State Tax Considerations
State Tax Considerations
Real estate investors operating across multiple states face varying tax regimes. States with no income tax (Texas, Florida, Wyoming, Nevada, South Dakota) offer substantial advantages, while states with high income taxes and entity-level fees can erode returns. Understanding these differences is essential to minimizing your combined federal and state tax burden.
Key takeaways
- Nine states have no income tax on individuals; holding real estate in these states can eliminate or reduce state-level capital gains tax
- State entity-level taxes (LLC fees, franchise taxes, corporate taxes) vary from zero to 5%+ of gross revenue; factor these into entity structuring
- State depreciation recapture rates differ from federal rates; some states do not tax depreciation recapture at all
- Multi-state portfolio planning should consider owner domicile, property location, entity domicile, and nexus rules
- Passive-activity-loss rules at the state level sometimes differ from federal rules; state losses may not offset all income types
The no-income-tax advantage: nine states
Nine U.S. states impose no income tax on individuals: Alaska, Florida, Nevada, South Dakota, Tennessee, Texas, Washington, Wyoming, and New Hampshire. (New Hampshire has a limited tax on interest and dividend income but not wages or business income.)

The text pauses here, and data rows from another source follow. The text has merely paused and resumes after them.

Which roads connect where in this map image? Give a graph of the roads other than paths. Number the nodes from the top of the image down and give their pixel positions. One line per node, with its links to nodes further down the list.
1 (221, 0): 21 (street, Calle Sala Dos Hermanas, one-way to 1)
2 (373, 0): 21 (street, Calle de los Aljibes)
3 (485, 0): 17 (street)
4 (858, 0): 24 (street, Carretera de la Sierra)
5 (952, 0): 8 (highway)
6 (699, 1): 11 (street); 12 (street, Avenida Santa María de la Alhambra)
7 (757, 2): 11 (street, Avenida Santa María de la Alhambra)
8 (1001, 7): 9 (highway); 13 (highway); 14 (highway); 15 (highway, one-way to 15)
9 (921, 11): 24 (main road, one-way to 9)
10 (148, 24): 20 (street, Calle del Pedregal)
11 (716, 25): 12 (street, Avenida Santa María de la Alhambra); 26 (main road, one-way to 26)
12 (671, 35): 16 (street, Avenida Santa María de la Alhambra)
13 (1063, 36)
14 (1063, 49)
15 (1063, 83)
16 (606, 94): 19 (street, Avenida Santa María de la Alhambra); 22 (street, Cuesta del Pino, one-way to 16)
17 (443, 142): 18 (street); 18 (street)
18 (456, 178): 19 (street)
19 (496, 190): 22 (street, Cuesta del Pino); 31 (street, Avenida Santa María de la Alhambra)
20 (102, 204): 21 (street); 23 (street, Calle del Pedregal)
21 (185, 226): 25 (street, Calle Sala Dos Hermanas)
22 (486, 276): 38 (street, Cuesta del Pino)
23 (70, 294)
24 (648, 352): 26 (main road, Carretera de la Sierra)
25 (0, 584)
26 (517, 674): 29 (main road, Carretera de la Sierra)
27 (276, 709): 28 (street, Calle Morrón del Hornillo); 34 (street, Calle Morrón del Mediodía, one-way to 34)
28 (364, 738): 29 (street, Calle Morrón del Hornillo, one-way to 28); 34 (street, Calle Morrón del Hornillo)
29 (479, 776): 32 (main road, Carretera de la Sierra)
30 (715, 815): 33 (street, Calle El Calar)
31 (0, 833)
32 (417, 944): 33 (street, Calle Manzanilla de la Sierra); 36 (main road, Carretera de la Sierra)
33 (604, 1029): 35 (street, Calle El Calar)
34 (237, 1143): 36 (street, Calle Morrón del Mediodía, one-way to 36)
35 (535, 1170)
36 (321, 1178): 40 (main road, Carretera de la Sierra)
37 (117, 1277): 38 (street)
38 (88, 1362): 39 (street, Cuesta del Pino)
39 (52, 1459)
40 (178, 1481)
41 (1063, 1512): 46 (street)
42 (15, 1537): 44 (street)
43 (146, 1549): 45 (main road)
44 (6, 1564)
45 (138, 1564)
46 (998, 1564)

For a real estate investor, the advantage is clear: capital gains, rental income, and business income are not subject to state income tax. If you own a property in Florida and sell it for a $500,000 gain, you owe federal capital gains tax (approximately 24% including NIIT) but no Florida state tax.
Compare this to California, which taxes long-term capital gains at ordinary income rates (up to 13.3% state tax). A $500,000 gain in California incurs approximately 13.3% state tax ($66,500), while the same gain in Florida incurs $0 state tax. The difference is substantial.
For investors with multiple properties, locating real estate in no-tax states offers a structural advantage. Many successful real estate investors establish entities in no-tax states and hold properties there (or at least establish the management and ownership structure in a no-tax state to minimize state tax obligations).
Residency and domicile: the nexus question
However, state income taxes are tied to residency and domicile, not property location. If you are a resident of California and own real estate in Texas, you likely owe California tax on the Texas property's income and gains (in addition to Texas's treatment of the property, which is zero state tax).
The IRS and states determine residency using several tests: where you spend the most days in a year, where your family lives, where you own a home, where you register your vehicles, and other factors. A resident of high-tax California cannot simply buy property in Texas and avoid the California tax; the state will tax your worldwide income based on your residency.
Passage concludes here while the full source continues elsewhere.